[[ DATA TO USE open ]]

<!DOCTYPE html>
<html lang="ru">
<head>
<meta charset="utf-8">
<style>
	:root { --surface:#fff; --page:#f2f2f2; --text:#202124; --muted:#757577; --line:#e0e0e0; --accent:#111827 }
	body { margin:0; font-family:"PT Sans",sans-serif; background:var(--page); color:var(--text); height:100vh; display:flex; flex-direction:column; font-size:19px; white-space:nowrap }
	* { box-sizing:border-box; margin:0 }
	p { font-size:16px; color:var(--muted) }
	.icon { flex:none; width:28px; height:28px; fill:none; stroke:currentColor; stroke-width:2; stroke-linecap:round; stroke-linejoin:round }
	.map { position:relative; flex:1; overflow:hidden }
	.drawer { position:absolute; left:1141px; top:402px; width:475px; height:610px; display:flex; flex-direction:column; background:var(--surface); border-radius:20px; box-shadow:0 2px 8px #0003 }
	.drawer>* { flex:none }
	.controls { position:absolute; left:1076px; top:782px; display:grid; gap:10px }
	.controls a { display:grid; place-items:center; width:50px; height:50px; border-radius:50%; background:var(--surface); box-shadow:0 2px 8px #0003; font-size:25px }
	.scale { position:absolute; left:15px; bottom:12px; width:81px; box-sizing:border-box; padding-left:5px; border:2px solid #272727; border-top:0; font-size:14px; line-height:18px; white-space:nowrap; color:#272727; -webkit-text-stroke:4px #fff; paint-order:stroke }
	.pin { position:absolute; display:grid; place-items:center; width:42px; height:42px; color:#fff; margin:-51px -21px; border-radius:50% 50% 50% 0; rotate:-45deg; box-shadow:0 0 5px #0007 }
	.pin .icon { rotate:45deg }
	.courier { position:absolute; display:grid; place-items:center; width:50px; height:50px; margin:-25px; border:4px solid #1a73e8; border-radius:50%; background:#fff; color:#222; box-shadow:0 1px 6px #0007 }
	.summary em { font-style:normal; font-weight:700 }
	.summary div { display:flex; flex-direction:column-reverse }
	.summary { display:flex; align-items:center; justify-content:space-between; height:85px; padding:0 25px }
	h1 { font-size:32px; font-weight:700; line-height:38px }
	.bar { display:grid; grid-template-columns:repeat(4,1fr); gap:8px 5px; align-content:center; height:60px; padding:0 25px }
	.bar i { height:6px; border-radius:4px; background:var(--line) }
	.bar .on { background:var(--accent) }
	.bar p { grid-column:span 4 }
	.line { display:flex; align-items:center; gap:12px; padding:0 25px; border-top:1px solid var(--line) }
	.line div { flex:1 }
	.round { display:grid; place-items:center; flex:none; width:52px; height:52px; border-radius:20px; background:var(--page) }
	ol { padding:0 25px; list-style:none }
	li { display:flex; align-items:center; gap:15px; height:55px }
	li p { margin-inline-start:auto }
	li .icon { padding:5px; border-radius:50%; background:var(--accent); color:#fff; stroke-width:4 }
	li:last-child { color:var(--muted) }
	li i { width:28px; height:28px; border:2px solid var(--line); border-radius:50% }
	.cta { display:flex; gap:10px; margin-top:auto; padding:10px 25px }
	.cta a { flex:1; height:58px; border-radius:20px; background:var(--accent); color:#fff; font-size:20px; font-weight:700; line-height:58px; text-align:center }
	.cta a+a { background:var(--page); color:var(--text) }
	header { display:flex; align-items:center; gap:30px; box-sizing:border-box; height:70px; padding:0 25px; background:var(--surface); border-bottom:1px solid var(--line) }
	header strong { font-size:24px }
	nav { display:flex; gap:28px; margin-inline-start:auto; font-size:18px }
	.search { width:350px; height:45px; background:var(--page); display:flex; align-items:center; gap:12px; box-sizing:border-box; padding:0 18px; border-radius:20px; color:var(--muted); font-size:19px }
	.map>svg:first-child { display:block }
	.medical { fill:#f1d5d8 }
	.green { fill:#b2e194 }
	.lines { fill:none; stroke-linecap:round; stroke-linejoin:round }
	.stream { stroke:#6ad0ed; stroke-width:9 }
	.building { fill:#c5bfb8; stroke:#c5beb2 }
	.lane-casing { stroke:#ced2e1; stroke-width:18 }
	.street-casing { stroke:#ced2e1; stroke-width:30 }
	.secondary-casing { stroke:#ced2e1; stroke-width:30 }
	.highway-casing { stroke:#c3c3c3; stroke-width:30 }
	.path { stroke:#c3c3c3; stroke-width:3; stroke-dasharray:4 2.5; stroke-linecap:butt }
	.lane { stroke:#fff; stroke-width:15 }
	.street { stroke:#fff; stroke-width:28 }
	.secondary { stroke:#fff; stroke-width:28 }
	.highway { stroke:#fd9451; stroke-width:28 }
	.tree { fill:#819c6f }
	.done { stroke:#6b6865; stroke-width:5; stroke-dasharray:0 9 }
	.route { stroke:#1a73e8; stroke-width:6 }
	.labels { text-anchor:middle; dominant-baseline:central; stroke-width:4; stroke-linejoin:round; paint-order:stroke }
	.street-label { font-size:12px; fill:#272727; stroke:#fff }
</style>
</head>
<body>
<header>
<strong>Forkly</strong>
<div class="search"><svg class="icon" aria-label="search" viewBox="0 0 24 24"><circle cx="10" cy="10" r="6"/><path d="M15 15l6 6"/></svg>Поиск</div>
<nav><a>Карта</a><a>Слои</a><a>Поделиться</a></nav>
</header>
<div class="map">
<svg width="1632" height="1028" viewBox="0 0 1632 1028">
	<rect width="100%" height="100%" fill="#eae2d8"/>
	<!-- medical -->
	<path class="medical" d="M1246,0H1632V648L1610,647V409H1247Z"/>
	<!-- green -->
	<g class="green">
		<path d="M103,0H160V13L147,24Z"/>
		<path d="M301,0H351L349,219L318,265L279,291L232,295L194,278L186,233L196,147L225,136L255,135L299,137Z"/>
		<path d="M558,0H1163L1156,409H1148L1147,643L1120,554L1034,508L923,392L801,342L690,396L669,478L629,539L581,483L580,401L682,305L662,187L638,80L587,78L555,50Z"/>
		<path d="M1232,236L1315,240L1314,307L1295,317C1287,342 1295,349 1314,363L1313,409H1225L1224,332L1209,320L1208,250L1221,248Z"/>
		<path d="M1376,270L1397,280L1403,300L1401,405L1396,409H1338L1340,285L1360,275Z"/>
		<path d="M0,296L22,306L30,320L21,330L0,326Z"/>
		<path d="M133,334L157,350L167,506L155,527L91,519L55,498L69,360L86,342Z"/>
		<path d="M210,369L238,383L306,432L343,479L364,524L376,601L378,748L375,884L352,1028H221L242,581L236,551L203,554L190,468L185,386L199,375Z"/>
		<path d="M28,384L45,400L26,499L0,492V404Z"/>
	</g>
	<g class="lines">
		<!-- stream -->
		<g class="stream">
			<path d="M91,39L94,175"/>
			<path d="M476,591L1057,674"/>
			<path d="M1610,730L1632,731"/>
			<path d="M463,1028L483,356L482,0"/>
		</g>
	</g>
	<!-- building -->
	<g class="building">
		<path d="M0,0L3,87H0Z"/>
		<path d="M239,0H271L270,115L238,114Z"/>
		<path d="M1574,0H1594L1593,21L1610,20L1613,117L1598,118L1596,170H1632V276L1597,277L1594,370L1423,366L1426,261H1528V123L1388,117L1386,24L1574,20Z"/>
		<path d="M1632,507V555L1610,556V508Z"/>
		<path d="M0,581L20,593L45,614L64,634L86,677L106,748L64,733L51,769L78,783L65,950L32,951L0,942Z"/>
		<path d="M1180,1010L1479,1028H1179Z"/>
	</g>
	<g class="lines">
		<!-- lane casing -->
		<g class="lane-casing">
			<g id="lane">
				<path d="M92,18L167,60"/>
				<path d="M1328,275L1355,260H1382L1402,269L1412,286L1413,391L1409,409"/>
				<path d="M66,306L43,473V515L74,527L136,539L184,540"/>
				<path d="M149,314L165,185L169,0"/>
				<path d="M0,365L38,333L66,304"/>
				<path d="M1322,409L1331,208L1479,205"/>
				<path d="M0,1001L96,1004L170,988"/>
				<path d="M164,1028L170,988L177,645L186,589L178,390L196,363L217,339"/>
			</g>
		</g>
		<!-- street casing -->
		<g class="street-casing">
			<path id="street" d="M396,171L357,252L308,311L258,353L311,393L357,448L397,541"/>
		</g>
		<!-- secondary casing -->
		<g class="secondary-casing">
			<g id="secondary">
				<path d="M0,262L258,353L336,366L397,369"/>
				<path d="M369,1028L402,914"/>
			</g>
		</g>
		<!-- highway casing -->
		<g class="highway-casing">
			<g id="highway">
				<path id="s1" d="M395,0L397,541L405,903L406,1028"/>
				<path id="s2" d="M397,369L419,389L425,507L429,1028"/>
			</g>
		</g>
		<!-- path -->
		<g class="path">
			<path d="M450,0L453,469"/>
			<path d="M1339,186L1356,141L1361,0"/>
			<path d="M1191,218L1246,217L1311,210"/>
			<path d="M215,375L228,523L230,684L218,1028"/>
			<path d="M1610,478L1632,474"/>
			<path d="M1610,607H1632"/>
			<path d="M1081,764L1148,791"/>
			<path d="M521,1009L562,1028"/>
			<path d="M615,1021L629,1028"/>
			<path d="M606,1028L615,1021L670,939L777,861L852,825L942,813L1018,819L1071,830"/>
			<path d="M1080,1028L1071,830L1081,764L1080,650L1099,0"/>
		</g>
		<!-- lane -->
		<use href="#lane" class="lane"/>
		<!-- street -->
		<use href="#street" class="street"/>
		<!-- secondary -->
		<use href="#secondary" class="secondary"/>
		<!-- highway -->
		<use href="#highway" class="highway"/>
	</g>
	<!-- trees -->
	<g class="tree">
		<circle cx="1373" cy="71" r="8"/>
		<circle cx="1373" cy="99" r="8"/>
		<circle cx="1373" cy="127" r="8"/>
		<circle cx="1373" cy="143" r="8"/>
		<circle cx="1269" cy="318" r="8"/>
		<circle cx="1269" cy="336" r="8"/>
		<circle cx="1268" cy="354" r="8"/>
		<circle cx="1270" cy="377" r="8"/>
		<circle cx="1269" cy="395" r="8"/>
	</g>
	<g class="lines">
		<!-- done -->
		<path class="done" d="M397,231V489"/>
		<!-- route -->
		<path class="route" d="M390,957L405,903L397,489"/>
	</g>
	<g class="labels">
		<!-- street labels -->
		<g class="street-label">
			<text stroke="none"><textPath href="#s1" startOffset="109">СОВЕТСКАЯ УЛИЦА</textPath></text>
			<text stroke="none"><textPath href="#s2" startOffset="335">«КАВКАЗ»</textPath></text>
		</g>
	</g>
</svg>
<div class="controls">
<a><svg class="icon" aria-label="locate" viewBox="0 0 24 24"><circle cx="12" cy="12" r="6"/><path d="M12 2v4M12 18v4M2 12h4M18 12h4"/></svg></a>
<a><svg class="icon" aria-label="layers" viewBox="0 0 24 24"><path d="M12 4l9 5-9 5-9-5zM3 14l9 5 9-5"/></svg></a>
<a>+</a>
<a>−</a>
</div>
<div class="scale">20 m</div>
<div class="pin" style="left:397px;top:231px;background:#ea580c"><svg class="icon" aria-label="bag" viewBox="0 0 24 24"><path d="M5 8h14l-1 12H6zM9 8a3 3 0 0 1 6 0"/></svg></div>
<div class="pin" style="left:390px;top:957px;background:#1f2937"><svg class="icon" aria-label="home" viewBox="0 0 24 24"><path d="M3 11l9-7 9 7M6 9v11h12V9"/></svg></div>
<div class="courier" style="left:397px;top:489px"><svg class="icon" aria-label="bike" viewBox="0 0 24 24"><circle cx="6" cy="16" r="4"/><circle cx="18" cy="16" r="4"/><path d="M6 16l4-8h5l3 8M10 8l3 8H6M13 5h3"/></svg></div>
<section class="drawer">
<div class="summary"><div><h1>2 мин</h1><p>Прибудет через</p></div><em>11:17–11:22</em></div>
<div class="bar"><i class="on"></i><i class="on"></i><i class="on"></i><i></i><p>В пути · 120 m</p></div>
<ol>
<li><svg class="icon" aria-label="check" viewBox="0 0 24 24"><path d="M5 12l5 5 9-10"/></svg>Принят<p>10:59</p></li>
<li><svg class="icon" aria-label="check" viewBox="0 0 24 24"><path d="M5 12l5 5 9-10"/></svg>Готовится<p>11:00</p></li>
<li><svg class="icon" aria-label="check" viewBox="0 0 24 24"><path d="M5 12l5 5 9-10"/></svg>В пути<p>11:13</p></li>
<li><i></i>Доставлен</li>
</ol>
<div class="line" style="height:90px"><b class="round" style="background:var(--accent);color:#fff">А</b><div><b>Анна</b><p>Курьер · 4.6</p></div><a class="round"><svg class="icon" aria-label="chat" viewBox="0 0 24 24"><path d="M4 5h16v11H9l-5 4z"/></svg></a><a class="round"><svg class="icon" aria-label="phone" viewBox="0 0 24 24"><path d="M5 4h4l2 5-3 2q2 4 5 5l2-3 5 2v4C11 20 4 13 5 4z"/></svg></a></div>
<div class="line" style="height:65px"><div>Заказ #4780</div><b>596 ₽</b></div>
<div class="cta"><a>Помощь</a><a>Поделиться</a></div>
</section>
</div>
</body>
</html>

[[ DATA TO USE closed ]]

EXERCISE DIRECTIONS
Please retype the data exactly as it stands, from its first line down to the line that contains "position:absolute; left:15px; bottom:12px;", then stop.

ANSWER SECTION
<!DOCTYPE html>
<html lang="ru">
<head>
<meta charset="utf-8">
<style>
	:root { --surface:#fff; --page:#f2f2f2; --text:#202124; --muted:#757577; --line:#e0e0e0; --accent:#111827 }
	body { margin:0; font-family:"PT Sans",sans-serif; background:var(--page); color:var(--text); height:100vh; display:flex; flex-direction:column; font-size:19px; white-space:nowrap }
	* { box-sizing:border-box; margin:0 }
	p { font-size:16px; color:var(--muted) }
	.icon { flex:none; width:28px; height:28px; fill:none; stroke:currentColor; stroke-width:2; stroke-linecap:round; stroke-linejoin:round }
	.map { position:relative; flex:1; overflow:hidden }
	.drawer { position:absolute; left:1141px; top:402px; width:475px; height:610px; display:flex; flex-direction:column; background:var(--surface); border-radius:20px; box-shadow:0 2px 8px #0003 }
	.drawer>* { flex:none }
	.controls { position:absolute; left:1076px; top:782px; display:grid; gap:10px }
	.controls a { display:grid; place-items:center; width:50px; height:50px; border-radius:50%; background:var(--surface); box-shadow:0 2px 8px #0003; font-size:25px }
	.scale { position:absolute; left:15px; bottom:12px; width:81px; box-sizing:border-box; padding-left:5px; border:2px solid #272727; border-top:0; font-size:14px; line-height:18px; white-space:nowrap; color:#272727; -webkit-text-stroke:4px #fff; paint-order:stroke }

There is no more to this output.